Why Lourdes? you might ask. I understand your surprise since I often tell people that I'm recovering from Catholicism. Well, although I'm not here to partake as a pilgrim of faith, I do still find the idea of pilgrimage site fairly fascinating. The city is in the foothills of the Pyrenees and thus offers some fantastic views and hiking opportunities (or so I read). I'm also here to get some Lourdes holy water to bring back to my aunt Mary. A few clicks and typing later, and I had my train tickets and a two night stay in a cheap hotel booked. Off I went!
The views are spectacular, when you can see them. Unfortunately, the weather has been downright crummy since my arrival. It's been rainy and grey and chilly. I could handle that just fine, if it wasn't all so foggy. I bought a ticket package at the tourist office for the fortress castle/museum as well as for the trolley ride up a mountside for the best views of the city and Pyrenees for miles around. To add to the debacle, I realized only this morning that the trolley opens March 26th. It being March 2nd doesn't bode well for those plans. I wouldn't have been able to see anything anyway, but I pretty much paid 13 euros for a cold, viewless tour throught the Chateau Fort and museum. Go me. I suppose I could try to go back to the office and say that I wasn't aware the mount view was closed until late March when I bought the tickets, but I'm sure they would say that they told me that, and no refunds blah blah, as well as the fact that I've been trying to avoid the stupid tourist label. So I guess I'll just be stupid silently.....and instead hang out in the mediatheque and internet cafe until it's an acceptable time to go for dinner. I'd go back to my hotel room, but it's freezing and heated by a little electric thing that barely churns out warm air when turned up to the max. Luckily, I'm a veteran in cold room affairs. At least they're really nice there, and on the bright side I had a really lovely meal last night at a charming little couscouserrie.

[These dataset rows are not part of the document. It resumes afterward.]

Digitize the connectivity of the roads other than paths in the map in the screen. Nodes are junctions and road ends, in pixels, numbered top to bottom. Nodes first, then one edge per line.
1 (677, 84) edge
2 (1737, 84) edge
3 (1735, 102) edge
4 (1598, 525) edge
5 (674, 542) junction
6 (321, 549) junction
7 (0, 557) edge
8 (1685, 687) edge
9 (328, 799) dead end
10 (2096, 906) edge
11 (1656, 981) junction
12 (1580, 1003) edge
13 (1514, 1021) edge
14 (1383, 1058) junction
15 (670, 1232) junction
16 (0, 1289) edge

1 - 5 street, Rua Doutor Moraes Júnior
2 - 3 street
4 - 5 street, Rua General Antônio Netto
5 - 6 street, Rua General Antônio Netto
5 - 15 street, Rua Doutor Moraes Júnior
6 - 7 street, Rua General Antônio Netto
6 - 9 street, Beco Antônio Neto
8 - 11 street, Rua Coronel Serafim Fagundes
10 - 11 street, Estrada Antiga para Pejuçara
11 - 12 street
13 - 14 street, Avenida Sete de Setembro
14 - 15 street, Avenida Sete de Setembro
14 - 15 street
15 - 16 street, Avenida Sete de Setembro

Yesterday I checked out all the religious sites and felt like a intruder among the small throngs of international and devout worshippers. Lourdes is second after Paris for the most hotels per square foot in all of France. It's also probably first for religious souvenir and junk shops per square foot. It seems like there are ceramic figurines of Mary and made in China rosary beads on every corner. I stopped into a few of them on my wanderings and yes, I couldn't help myself. As well as the holy water, I will be bringing my Lady of Lourdes shot glass with me back to the U.S.
Oh Holy Mother keep and protect my blasphemous drunk soul. amen.